A topology defines how stores are associated to ports. This tells Vivarium which store to pass to each port of each process during the simulation. See the constructor documentation for vivarium.core.experiment.Experiment for a more detailed specification of the form of a topology.

Hierarchy
Hierarchies
Tree
Trees

We nest the stores of a model to form a tree called a hierarchy. Each internal node is a store and each leaf node is a variable. This tree can be traversed like a directory tree, and stores are identified by paths. For details see the hierarchy guide. Note that this used to be called a tree.

Update
Updates

An update describes how the model state should change due to the influence of a process over some period of time (usually a timestep).

Updater
Updaters

An updater describes how an update should be applied to the model state to produce the updated state. For example, the update could be added to the old value or replace it. Updaters are described in more detail in the documentation for vivarium.core.repository.

Variable
Variables

The state of the model is a collection of variables. Each variable stores a piece of information about the full model state. For example, the concentration of glucose in the cytoplasm might be a variable, while the concentration of glucose-6-phosphate in the cytoplasm is another variable. The extracellular concentration of glucose might be a third variable. As these examples illustrate, variables are often track the amount of a molecule in a physical region. Exceptions exist though, for instance whether a cell is dead could also be a variable.
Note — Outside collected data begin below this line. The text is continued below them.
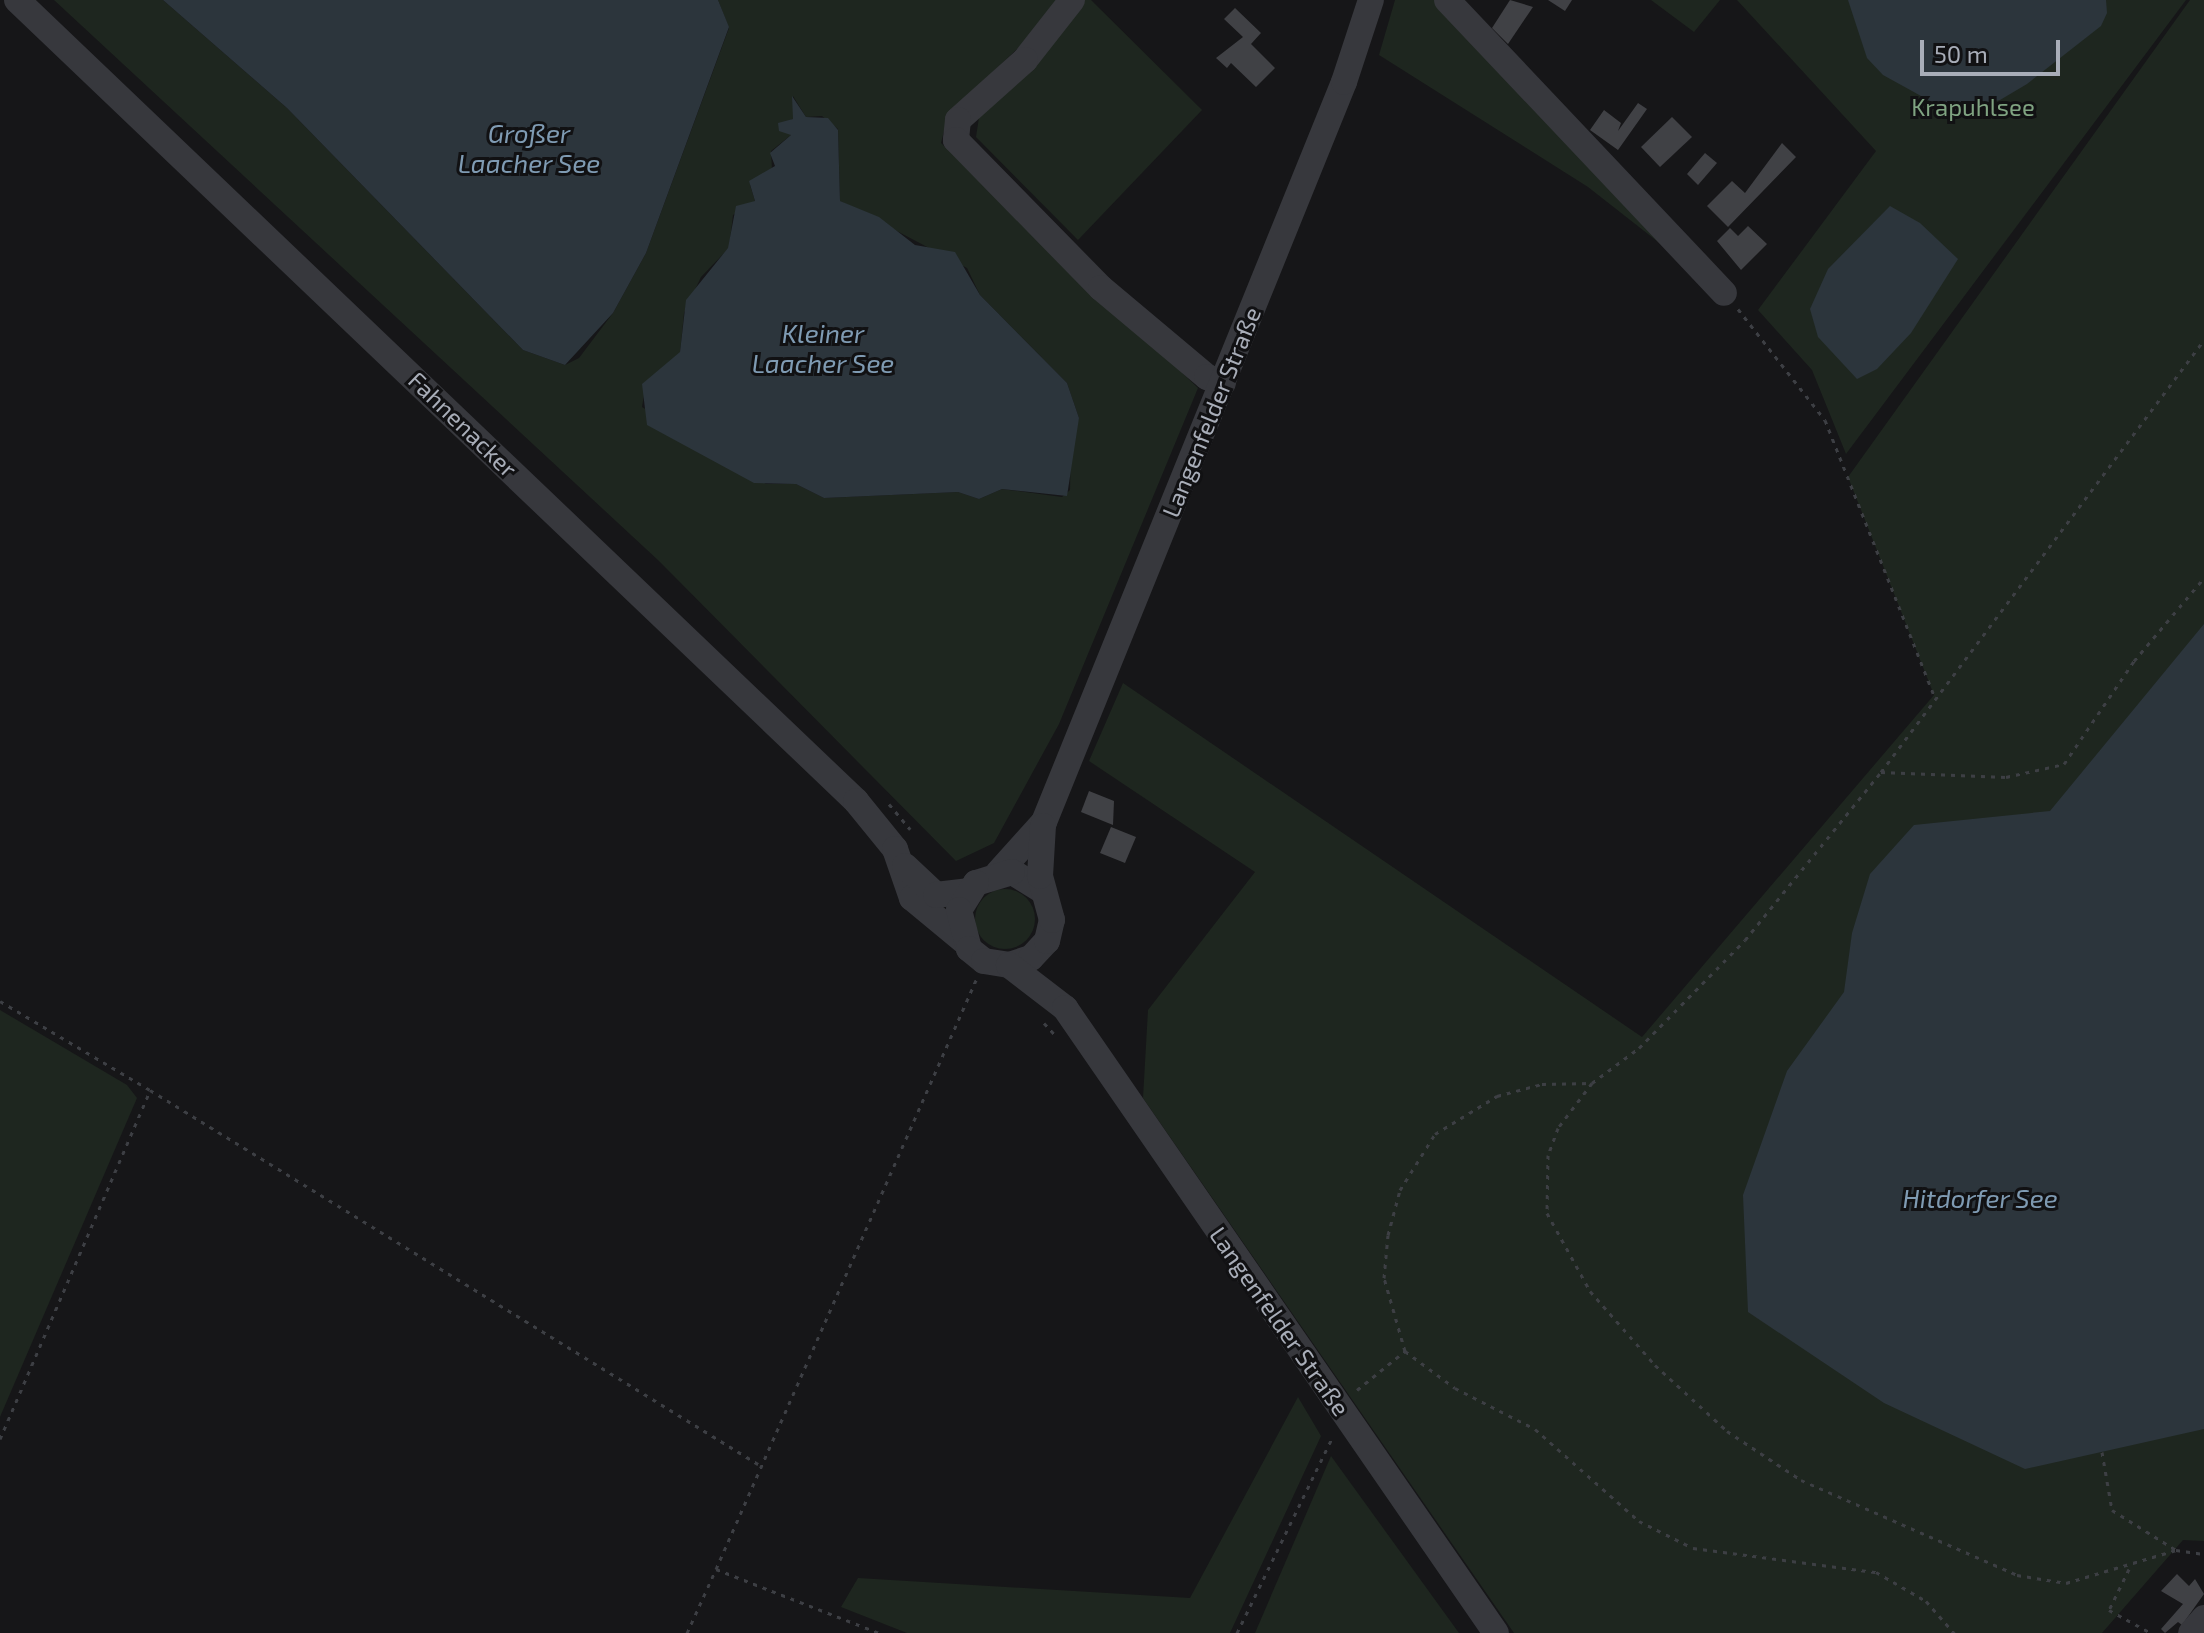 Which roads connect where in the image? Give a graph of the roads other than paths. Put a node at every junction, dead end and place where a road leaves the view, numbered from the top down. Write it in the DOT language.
graph roads {
  1 [pos="17,0"];
  2 [pos="1072,0"];
  3 [pos="1371,0"];
  4 [pos="1447,0"];
  5 [pos="1724,293"];
  6 [pos="1215,380"];
  7 [pos="1044,822"];
  8 [pos="898,857"];
  9 [pos="998,873"];
  10 [pos="968,891"];
  11 [pos="1043,891"];
  12 [pos="964,941"];
  13 [pos="1047,941"];
  14 [pos="984,972"];
  15 [pos="1065,1008"];
  16 [pos="2204,1618"];
  17 [pos="1496,1633"];
  18 [pos="2191,1633"];
  1 -- 8 [label="street, Fahnenacker"];
  2 -- 6 [label="street, Langenfelder Straße"];
  3 -- 6 [label="street, Langenfelder Straße"];
  4 -- 5 [label="street"];
  6 -- 7 [label="street, Langenfelder Straße"];
  7 -- 9 [label="street, Langenfelder Straße"];
  7 -- 11 [label="street, Langenfelder Straße"];
  8 -- 10 [label="street, Fahnenacker"];
  8 -- 12 [label="street, Fahnenacker"];
  9 -- 10 [label="street, Langenfelder Straße"];
  9 -- 11 [label="street"];
  10 -- 12 [label="street"];
  11 -- 13 [label="street, Langenfelder Straße"];
  12 -- 14 [label="street, Langenfelder Straße"];
  13 -- 14 [label="street"];
  13 -- 15 [label="street, Langenfelder Straße"];
  14 -- 15 [label="street, Langenfelder Straße"];
  15 -- 17 [label="street, Langenfelder Straße"];
  16 -- 18 [label="street"];
}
Each variable is defined by a set of schema key-value pairs.

WCM
Whole-Cell Model
Whole-Cell Models

Whole-cell models seek to simulate a cell by modeling the molecular mechanisms that occur within it. For example, a cell’s export of antibiotics might be modeled by the transcription of the appropriate genes, translation of the produced transcripts, and finally complexation of the translated subunits. Ideally the simulated phenotype is emergent from the modeled processes, though many such models also include assumptions that simplify the model.